### Aim of the task
Among the lines of the material, copy those that hold the string "roads".

### Data provided
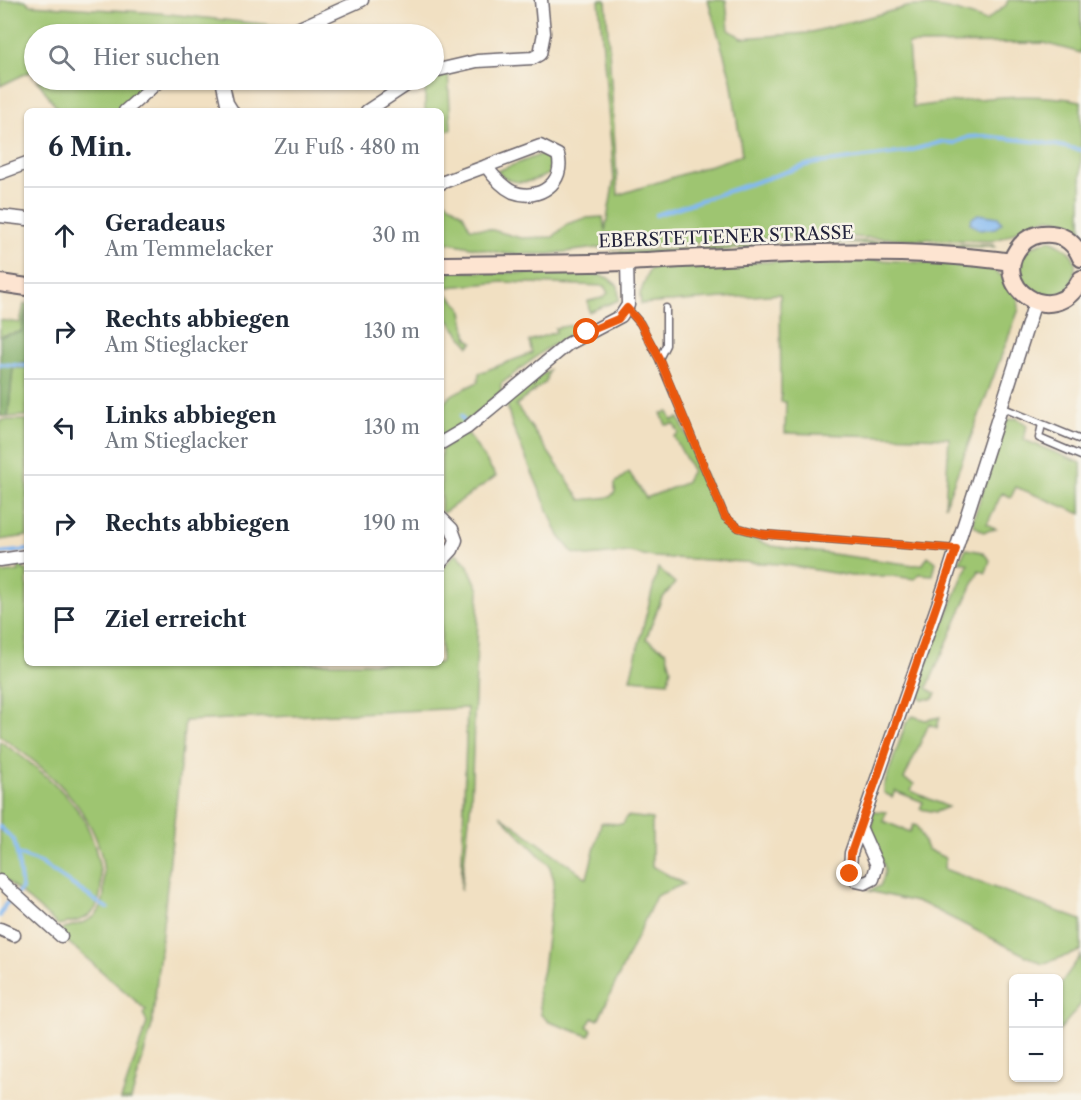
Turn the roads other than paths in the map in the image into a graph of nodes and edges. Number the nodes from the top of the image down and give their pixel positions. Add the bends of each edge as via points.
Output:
1 (362, 0) edge
2 (541, 0) edge
3 (308, 24) edge
4 (444, 69) edge
5 (149, 90) edge
6 (224, 90) edge
7 (399, 90) edge
8 (128, 108) edge
9 (230, 108) edge
10 (372, 108) edge
11 (24, 165) edge
12 (486, 166) junction
13 (0, 173) edge
14 (444, 182) edge
15 (0, 216) edge
16 (24, 219) edge
17 (1081, 258) edge
18 (627, 262) junction
19 (1012, 262) junction
20 (444, 265) edge
21 (1081, 279) edge
22 (0, 283) edge
23 (24, 287) edge
24 (1035, 302) junction
25 (627, 308) junction
26 (666, 308) dead end
27 (659, 358) junction
28 (1001, 407) junction
29 (1042, 424) junction
30 (1081, 440) edge
31 (444, 441) edge
32 (1081, 456) edge
33 (444, 521) edge
34 (956, 549) junction
35 (24, 556) edge
36 (444, 559) edge
37 (0, 560) edge
38 (860, 827) dead end
39 (0, 881) edge
40 (0, 929) edge
41 (14, 935) dead end
42 (61, 936) dead end

1 - 3 street
2 - 4 street via 544,33 540,54
5 - 8 street
6 - 9 street
7 - 10 street
11 - 13 street
12 - 12 street via 540,146 558,154 561,168 550,186 525,194 508,189
12 - 14 street
15 - 16 street
17 - 19 main road via 1066,238 1044,233 1024,242
18 - 19 main road, EBERSTETTENER STRASSE via 837,251 927,252
18 - 20 main road, EBERSTETTENER STRASSE
18 - 25 street
19 - 24 main road via 1019,290
21 - 24 main road via 1076,289 1058,302
22 - 23 main road
24 - 28 street
25 - 27 lane
25 - 31 street via 618,319 587,332 552,356 468,428
26 - 27 lane via 666,345
27 - 34 lane via 723,512 734,525 762,534
28 - 29 lane
28 - 34 street
29 - 30 lane
29 - 32 lane via 1040,438
33 - 36 street via 456,540
34 - 38 street
35 - 37 street
39 - 42 street
40 - 41 street

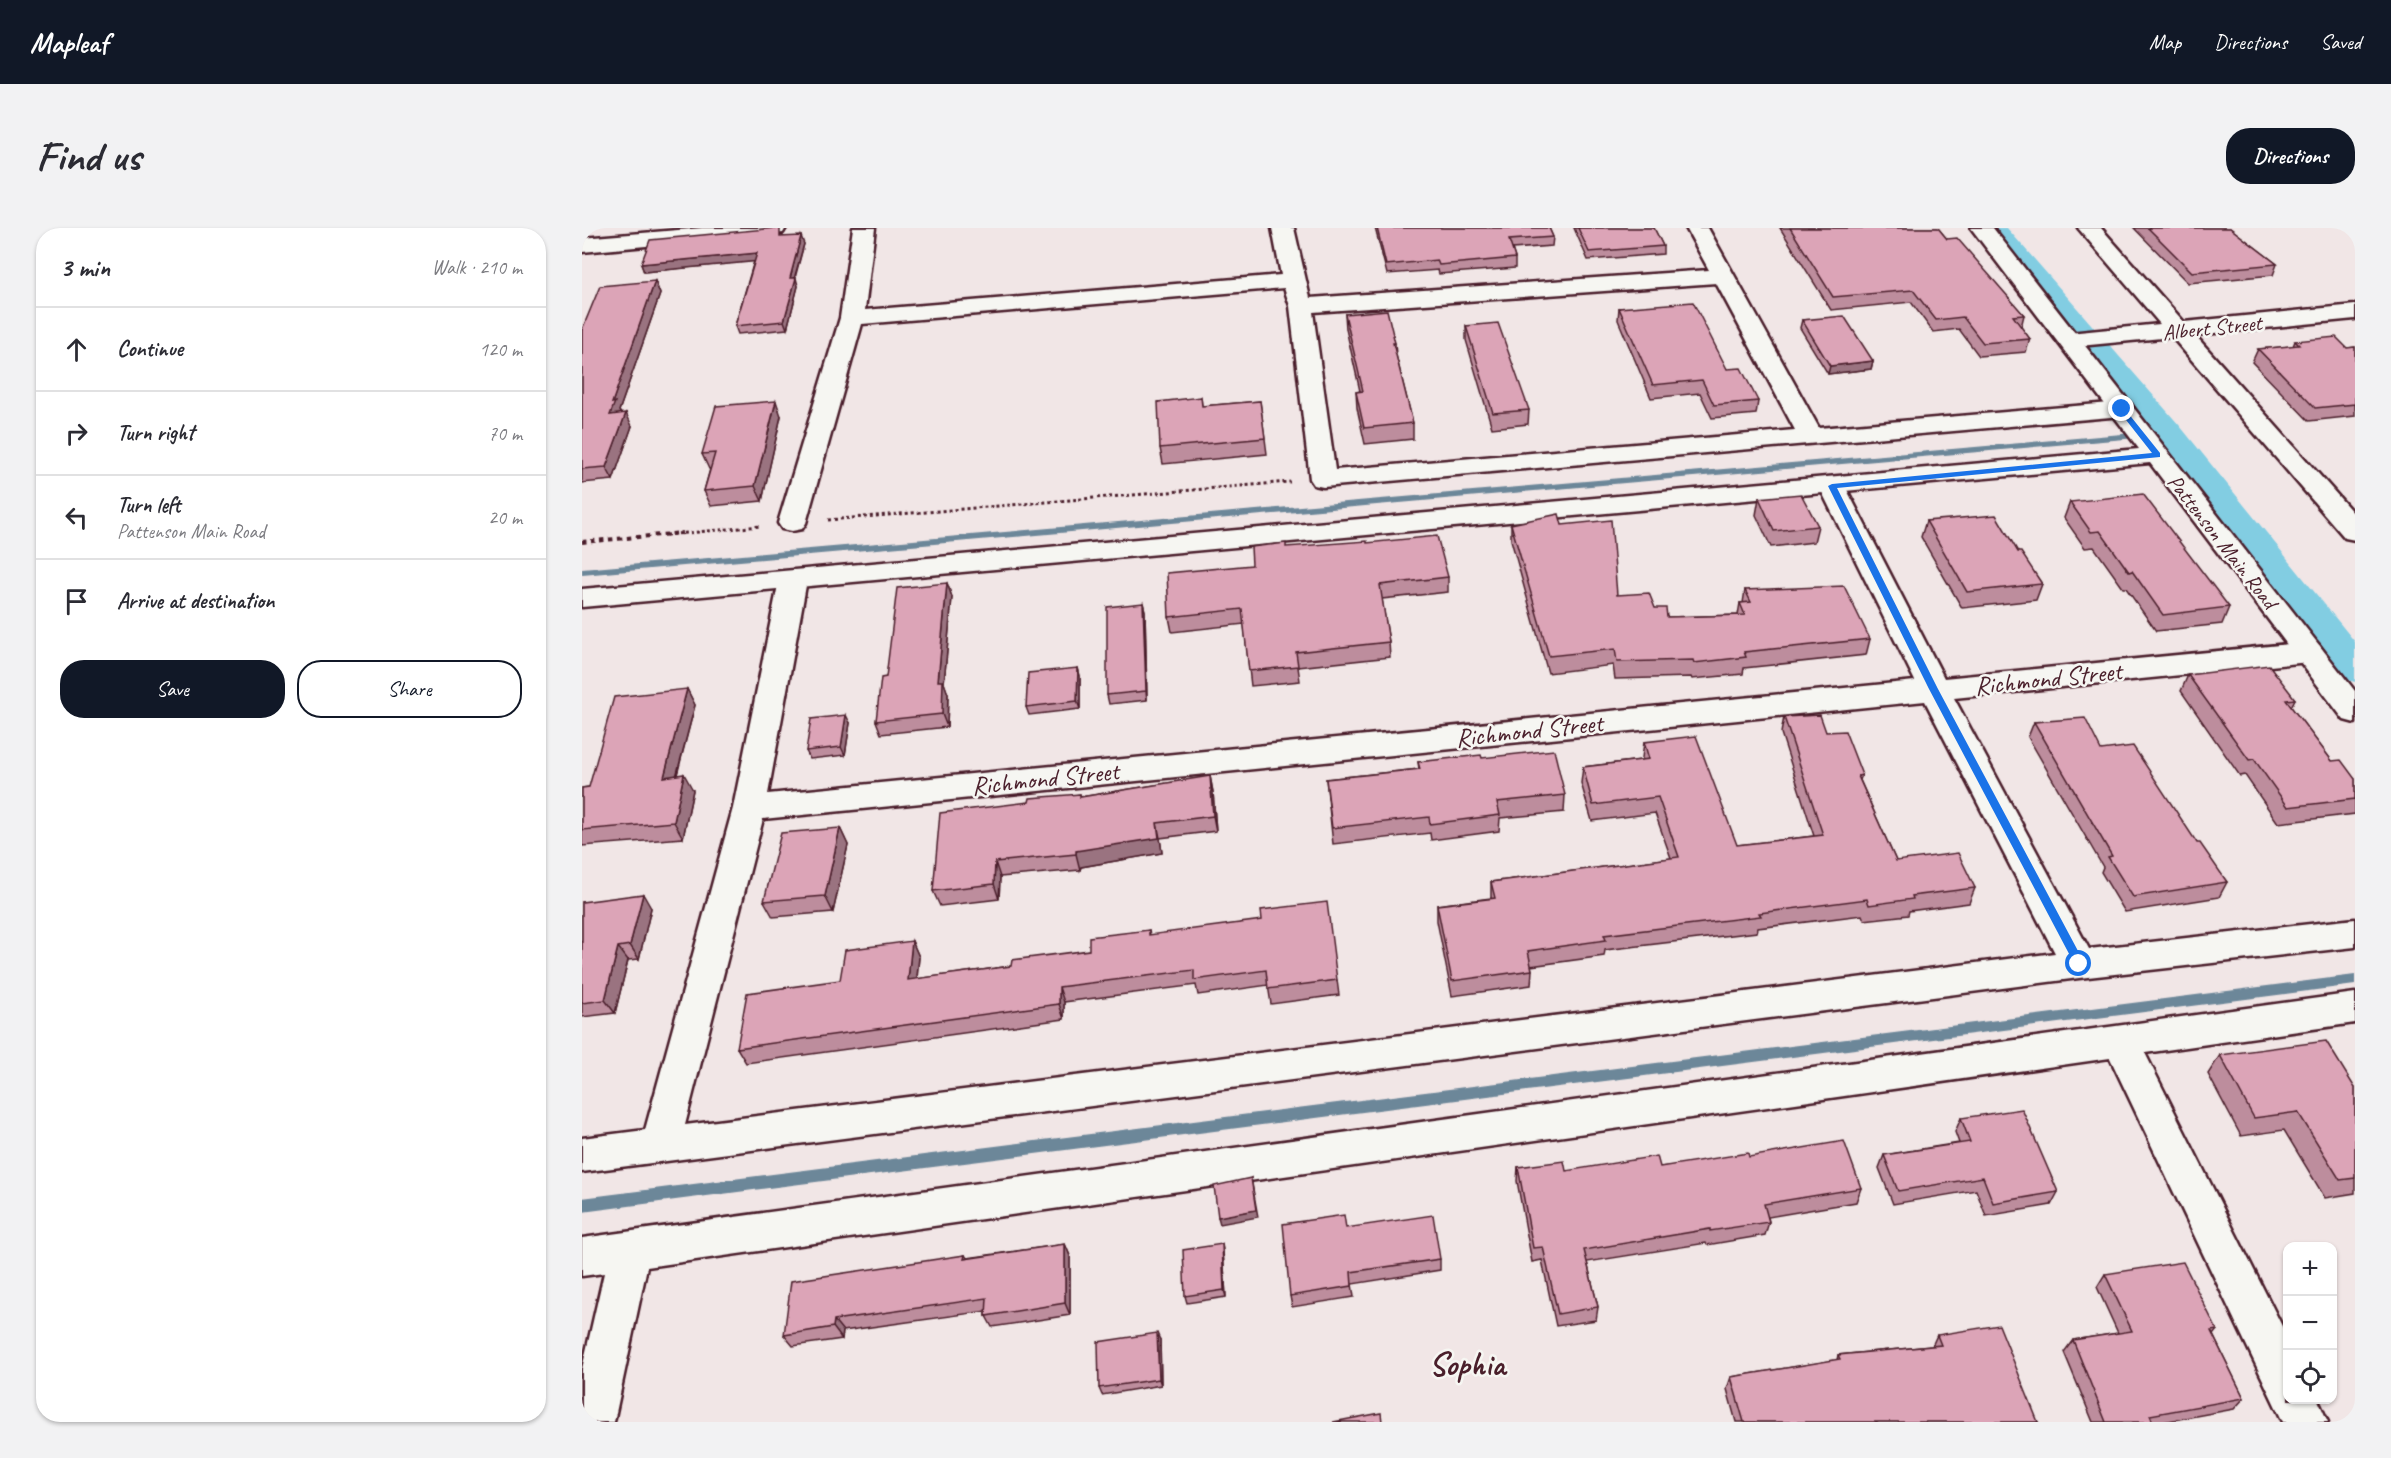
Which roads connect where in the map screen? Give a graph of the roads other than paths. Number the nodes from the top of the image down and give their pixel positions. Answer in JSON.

### Exercise answer
Turn the roads other than paths in the map in the image into a graph of nodes and edges. Number the nodes from the top of the image down and give their pixel positions. Add the bends of each edge as via points.
Which roads connect where in the map screen? Give a graph of the roads other than paths. Number the nodes from the top of the image down and give their pixel positions. Answer in JSON.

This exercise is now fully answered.